## EXERCISE INSTRUCTIONS
Return the listing below in full, exactly.

--- DATA LISTING ---

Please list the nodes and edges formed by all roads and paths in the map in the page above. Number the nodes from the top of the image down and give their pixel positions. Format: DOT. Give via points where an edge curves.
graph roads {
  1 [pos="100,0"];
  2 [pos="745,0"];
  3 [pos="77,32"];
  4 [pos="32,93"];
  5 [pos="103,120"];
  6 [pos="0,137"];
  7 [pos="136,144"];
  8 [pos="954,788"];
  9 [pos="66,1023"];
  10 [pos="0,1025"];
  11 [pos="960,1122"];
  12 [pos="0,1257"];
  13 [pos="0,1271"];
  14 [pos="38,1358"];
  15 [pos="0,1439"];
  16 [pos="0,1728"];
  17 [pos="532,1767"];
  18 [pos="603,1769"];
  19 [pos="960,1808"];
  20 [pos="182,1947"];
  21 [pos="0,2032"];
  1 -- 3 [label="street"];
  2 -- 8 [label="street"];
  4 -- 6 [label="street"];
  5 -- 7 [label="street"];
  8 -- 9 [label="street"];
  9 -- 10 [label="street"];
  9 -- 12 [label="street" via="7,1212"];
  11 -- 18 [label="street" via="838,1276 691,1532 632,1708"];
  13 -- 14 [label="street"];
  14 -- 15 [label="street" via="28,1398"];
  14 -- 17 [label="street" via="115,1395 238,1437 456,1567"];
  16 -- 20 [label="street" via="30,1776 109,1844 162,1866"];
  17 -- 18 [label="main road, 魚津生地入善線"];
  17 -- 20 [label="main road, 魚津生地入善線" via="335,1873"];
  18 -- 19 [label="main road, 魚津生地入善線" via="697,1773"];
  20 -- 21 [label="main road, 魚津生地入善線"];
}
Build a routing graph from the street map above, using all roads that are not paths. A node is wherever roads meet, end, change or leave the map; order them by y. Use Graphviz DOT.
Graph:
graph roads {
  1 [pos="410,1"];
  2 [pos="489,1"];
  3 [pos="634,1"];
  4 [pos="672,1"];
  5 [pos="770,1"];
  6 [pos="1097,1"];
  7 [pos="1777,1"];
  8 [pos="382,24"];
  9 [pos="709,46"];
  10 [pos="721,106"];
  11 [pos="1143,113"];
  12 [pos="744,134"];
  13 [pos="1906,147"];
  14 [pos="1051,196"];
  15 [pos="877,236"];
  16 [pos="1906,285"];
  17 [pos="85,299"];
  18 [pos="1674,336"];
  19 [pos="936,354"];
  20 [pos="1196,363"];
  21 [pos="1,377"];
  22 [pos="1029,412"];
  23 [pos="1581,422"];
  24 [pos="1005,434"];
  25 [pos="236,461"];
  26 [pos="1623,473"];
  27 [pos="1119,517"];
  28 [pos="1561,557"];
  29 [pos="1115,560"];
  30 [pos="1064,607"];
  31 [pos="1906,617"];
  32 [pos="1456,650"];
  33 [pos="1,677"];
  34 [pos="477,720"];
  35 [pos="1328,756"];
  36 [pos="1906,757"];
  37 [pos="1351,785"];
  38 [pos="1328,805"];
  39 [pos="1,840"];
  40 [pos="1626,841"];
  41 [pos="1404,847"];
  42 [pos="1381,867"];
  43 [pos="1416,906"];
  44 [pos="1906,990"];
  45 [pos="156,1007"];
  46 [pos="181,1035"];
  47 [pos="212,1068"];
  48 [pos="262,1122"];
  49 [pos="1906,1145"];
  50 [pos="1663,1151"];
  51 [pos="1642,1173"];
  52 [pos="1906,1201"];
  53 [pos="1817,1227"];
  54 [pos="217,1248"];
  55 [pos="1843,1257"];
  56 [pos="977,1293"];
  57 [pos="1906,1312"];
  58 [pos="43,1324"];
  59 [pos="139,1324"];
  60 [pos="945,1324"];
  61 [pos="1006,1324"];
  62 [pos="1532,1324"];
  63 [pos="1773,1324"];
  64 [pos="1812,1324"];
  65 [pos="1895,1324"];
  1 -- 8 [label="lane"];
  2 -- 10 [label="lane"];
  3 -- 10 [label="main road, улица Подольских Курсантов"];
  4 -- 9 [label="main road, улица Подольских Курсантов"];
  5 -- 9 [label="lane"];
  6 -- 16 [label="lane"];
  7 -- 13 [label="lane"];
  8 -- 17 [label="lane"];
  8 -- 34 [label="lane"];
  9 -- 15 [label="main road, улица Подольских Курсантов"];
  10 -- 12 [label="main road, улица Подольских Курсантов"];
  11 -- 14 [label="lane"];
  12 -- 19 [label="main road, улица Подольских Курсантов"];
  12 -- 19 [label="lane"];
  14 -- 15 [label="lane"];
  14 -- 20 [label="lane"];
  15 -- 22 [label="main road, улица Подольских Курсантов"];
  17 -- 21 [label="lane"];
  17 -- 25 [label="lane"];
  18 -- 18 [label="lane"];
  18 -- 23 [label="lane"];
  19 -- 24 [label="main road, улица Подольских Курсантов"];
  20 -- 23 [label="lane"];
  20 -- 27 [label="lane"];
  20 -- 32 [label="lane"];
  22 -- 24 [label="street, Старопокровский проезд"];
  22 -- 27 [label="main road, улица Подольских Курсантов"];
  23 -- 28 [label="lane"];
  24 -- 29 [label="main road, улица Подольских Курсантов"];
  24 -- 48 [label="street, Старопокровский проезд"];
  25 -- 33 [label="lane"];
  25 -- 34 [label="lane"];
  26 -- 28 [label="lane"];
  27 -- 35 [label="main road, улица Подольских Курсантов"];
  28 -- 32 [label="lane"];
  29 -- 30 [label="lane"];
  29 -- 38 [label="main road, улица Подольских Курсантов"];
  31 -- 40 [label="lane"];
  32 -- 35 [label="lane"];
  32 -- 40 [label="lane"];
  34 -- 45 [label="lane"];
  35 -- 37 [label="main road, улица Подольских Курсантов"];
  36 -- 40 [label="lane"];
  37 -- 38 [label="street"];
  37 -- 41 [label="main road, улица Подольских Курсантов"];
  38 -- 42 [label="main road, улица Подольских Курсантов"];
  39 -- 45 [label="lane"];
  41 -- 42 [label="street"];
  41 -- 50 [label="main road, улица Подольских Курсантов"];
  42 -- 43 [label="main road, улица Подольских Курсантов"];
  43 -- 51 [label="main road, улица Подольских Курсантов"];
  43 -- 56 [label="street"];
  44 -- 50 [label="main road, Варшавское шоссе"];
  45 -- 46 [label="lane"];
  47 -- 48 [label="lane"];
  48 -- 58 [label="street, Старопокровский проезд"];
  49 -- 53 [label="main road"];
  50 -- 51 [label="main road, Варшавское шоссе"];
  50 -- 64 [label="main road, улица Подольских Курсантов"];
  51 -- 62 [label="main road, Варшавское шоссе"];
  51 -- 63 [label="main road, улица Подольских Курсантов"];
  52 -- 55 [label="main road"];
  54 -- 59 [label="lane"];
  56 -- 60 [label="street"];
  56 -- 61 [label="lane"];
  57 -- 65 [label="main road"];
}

---

## RESULT FOR THIS EXERCISE
Please list the nodes and edges formed by all roads and paths in the map in the page above. Number the nodes from the top of the image down and give their pixel positions. Format: DOT. Give via points where an edge curves.
graph roads {
  1 [pos="100,0"];
  2 [pos="745,0"];
  3 [pos="77,32"];
  4 [pos="32,93"];
  5 [pos="103,120"];
  6 [pos="0,137"];
  7 [pos="136,144"];
  8 [pos="954,788"];
  9 [pos="66,1023"];
  10 [pos="0,1025"];
  11 [pos="960,1122"];
  12 [pos="0,1257"];
  13 [pos="0,1271"];
  14 [pos="38,1358"];
  15 [pos="0,1439"];
  16 [pos="0,1728"];
  17 [pos="532,1767"];
  18 [pos="603,1769"];
  19 [pos="960,1808"];
  20 [pos="182,1947"];
  21 [pos="0,2032"];
  1 -- 3 [label="street"];
  2 -- 8 [label="street"];
  4 -- 6 [label="street"];
  5 -- 7 [label="street"];
  8 -- 9 [label="street"];
  9 -- 10 [label="street"];
  9 -- 12 [label="street" via="7,1212"];
  11 -- 18 [label="street" via="838,1276 691,1532 632,1708"];
  13 -- 14 [label="street"];
  14 -- 15 [label="street" via="28,1398"];
  14 -- 17 [label="street" via="115,1395 238,1437 456,1567"];
  16 -- 20 [label="street" via="30,1776 109,1844 162,1866"];
  17 -- 18 [label="main road, 魚津生地入善線"];
  17 -- 20 [label="main road, 魚津生地入善線" via="335,1873"];
  18 -- 19 [label="main road, 魚津生地入善線" via="697,1773"];
  20 -- 21 [label="main road, 魚津生地入善線"];
}
Build a routing graph from the street map above, using all roads that are not paths. A node is wherever roads meet, end, change or leave the map; order them by y. Use Graphviz DOT.
Graph:
graph roads {
  1 [pos="410,1"];
  2 [pos="489,1"];
  3 [pos="634,1"];
  4 [pos="672,1"];
  5 [pos="770,1"];
  6 [pos="1097,1"];
  7 [pos="1777,1"];
  8 [pos="382,24"];
  9 [pos="709,46"];
  10 [pos="721,106"];
  11 [pos="1143,113"];
  12 [pos="744,134"];
  13 [pos="1906,147"];
  14 [pos="1051,196"];
  15 [pos="877,236"];
  16 [pos="1906,285"];
  17 [pos="85,299"];
  18 [pos="1674,336"];
  19 [pos="936,354"];
  20 [pos="1196,363"];
  21 [pos="1,377"];
  22 [pos="1029,412"];
  23 [pos="1581,422"];
  24 [pos="1005,434"];
  25 [pos="236,461"];
  26 [pos="1623,473"];
  27 [pos="1119,517"];
  28 [pos="1561,557"];
  29 [pos="1115,560"];
  30 [pos="1064,607"];
  31 [pos="1906,617"];
  32 [pos="1456,650"];
  33 [pos="1,677"];
  34 [pos="477,720"];
  35 [pos="1328,756"];
  36 [pos="1906,757"];
  37 [pos="1351,785"];
  38 [pos="1328,805"];
  39 [pos="1,840"];
  40 [pos="1626,841"];
  41 [pos="1404,847"];
  42 [pos="1381,867"];
  43 [pos="1416,906"];
  44 [pos="1906,990"];
  45 [pos="156,1007"];
  46 [pos="181,1035"];
  47 [pos="212,1068"];
  48 [pos="262,1122"];
  49 [pos="1906,1145"];
  50 [pos="1663,1151"];
  51 [pos="1642,1173"];
  52 [pos="1906,1201"];
  53 [pos="1817,1227"];
  54 [pos="217,1248"];
  55 [pos="1843,1257"];
  56 [pos="977,1293"];
  57 [pos="1906,1312"];
  58 [pos="43,1324"];
  59 [pos="139,1324"];
  60 [pos="945,1324"];
  61 [pos="1006,1324"];
  62 [pos="1532,1324"];
  63 [pos="1773,1324"];
  64 [pos="1812,1324"];
  65 [pos="1895,1324"];
  1 -- 8 [label="lane"];
  2 -- 10 [label="lane"];
  3 -- 10 [label="main road, улица Подольских Курсантов"];
  4 -- 9 [label="main road, улица Подольских Курсантов"];
  5 -- 9 [label="lane"];
  6 -- 16 [label="lane"];
  7 -- 13 [label="lane"];
  8 -- 17 [label="lane"];
  8 -- 34 [label="lane"];
  9 -- 15 [label="main road, улица Подольских Курсантов"];
  10 -- 12 [label="main road, улица Подольских Курсантов"];
  11 -- 14 [label="lane"];
  12 -- 19 [label="main road, улица Подольских Курсантов"];
  12 -- 19 [label="lane"];
  14 -- 15 [label="lane"];
  14 -- 20 [label="lane"];
  15 -- 22 [label="main road, улица Подольских Курсантов"];
  17 -- 21 [label="lane"];
  17 -- 25 [label="lane"];
  18 -- 18 [label="lane"];
  18 -- 23 [label="lane"];
  19 -- 24 [label="main road, улица Подольских Курсантов"];
  20 -- 23 [label="lane"];
  20 -- 27 [label="lane"];
  20 -- 32 [label="lane"];
  22 -- 24 [label="street, Старопокровский проезд"];
  22 -- 27 [label="main road, улица Подольских Курсантов"];
  23 -- 28 [label="lane"];
  24 -- 29 [label="main road, улица Подольских Курсантов"];
  24 -- 48 [label="street, Старопокровский проезд"];
  25 -- 33 [label="lane"];
  25 -- 34 [label="lane"];
  26 -- 28 [label="lane"];
  27 -- 35 [label="main road, улица Подольских Курсантов"];
  28 -- 32 [label="lane"];
  29 -- 30 [label="lane"];
  29 -- 38 [label="main road, улица Подольских Курсантов"];
  31 -- 40 [label="lane"];
  32 -- 35 [label="lane"];
  32 -- 40 [label="lane"];
  34 -- 45 [label="lane"];
  35 -- 37 [label="main road, улица Подольских Курсантов"];
  36 -- 40 [label="lane"];
  37 -- 38 [label="street"];
  37 -- 41 [label="main road, улица Подольских Курсантов"];
  38 -- 42 [label="main road, улица Подольских Курсантов"];
  39 -- 45 [label="lane"];
  41 -- 42 [label="street"];
  41 -- 50 [label="main road, улица Подольских Курсантов"];
  42 -- 43 [label="main road, улица Подольских Курсантов"];
  43 -- 51 [label="main road, улица Подольских Курсантов"];
  43 -- 56 [label="street"];
  44 -- 50 [label="main road, Варшавское шоссе"];
  45 -- 46 [label="lane"];
  47 -- 48 [label="lane"];
  48 -- 58 [label="street, Старопокровский проезд"];
  49 -- 53 [label="main road"];
  50 -- 51 [label="main road, Варшавское шоссе"];
  50 -- 64 [label="main road, улица Подольских Курсантов"];
  51 -- 62 [label="main road, Варшавское шоссе"];
  51 -- 63 [label="main road, улица Подольских Курсантов"];
  52 -- 55 [label="main road"];
  54 -- 59 [label="lane"];
  56 -- 60 [label="street"];
  56 -- 61 [label="lane"];
  57 -- 65 [label="main road"];
}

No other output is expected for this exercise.